**Prompt**
Which lines run from the line with "thumb tip: (445, 451)" through the line with "index mcp: (427, 491)" in the entries below? Print them exactly, both ends included, and nothing more.

_ _ _ _ _ _ _

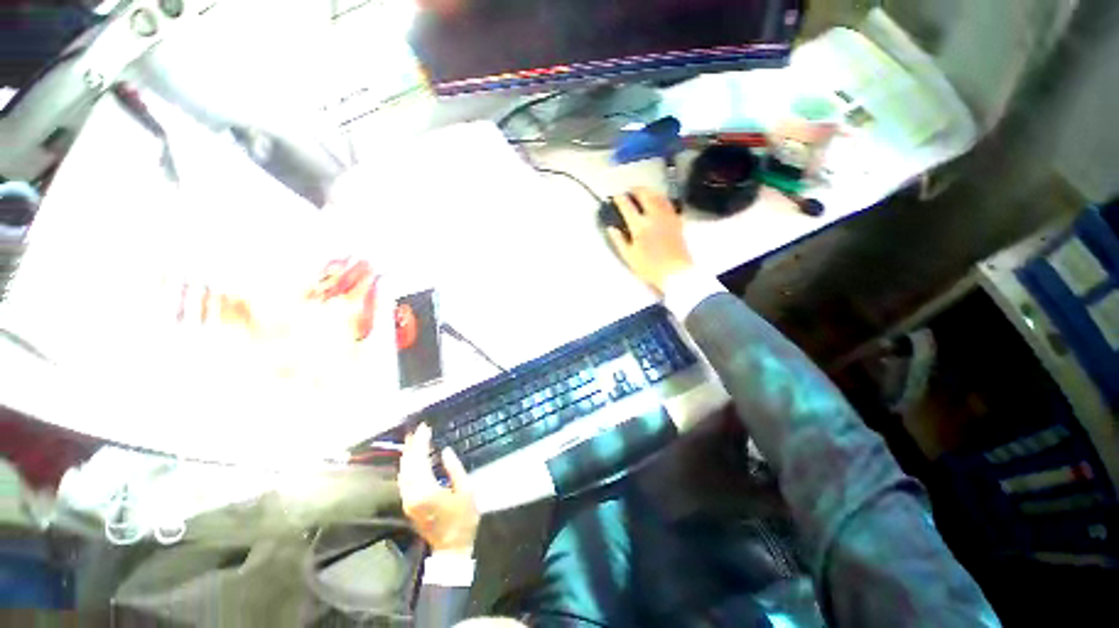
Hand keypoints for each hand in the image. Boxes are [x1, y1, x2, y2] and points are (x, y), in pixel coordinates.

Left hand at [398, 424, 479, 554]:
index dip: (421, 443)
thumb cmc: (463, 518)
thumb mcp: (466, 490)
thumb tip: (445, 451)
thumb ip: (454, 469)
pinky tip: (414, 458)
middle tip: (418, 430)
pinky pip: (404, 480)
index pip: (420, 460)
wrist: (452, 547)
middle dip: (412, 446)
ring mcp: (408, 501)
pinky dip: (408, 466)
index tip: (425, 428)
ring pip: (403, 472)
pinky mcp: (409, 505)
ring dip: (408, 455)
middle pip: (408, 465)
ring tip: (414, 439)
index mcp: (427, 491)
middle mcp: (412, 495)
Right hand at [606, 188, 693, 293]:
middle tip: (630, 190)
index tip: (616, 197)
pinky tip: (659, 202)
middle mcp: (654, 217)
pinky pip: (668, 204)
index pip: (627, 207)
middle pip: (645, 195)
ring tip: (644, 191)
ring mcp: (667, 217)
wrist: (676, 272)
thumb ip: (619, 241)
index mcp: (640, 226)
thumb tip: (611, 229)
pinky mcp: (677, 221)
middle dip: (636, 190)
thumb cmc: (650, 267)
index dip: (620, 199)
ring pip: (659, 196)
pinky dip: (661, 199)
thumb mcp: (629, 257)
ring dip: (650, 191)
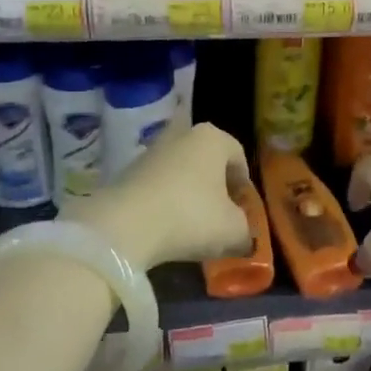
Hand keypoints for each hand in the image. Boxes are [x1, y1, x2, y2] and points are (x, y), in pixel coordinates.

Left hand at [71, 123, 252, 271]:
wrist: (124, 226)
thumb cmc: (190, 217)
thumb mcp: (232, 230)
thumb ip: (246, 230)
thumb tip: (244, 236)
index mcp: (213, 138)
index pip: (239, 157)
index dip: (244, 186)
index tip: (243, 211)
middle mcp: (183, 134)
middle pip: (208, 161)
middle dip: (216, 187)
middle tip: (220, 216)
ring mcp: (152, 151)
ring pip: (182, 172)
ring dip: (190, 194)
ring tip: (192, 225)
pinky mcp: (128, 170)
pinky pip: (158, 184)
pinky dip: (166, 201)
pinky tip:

_ _ _ _ _ _ _

**Answer for the task**
thumb tip: (445, 451)
thumb ip: (454, 469)
pinky tip: (414, 458)
middle tip: (418, 430)
pinky pip: (404, 480)
index pip: (420, 460)
wrist: (452, 547)
middle dip: (412, 446)
ring mcp: (408, 501)
pinky dip: (408, 466)
index tip: (425, 428)
ring pip: (403, 472)
pinky mcp: (409, 505)
ring dip: (408, 455)
middle pip: (408, 465)
ring tip: (414, 439)
index mcp: (427, 491)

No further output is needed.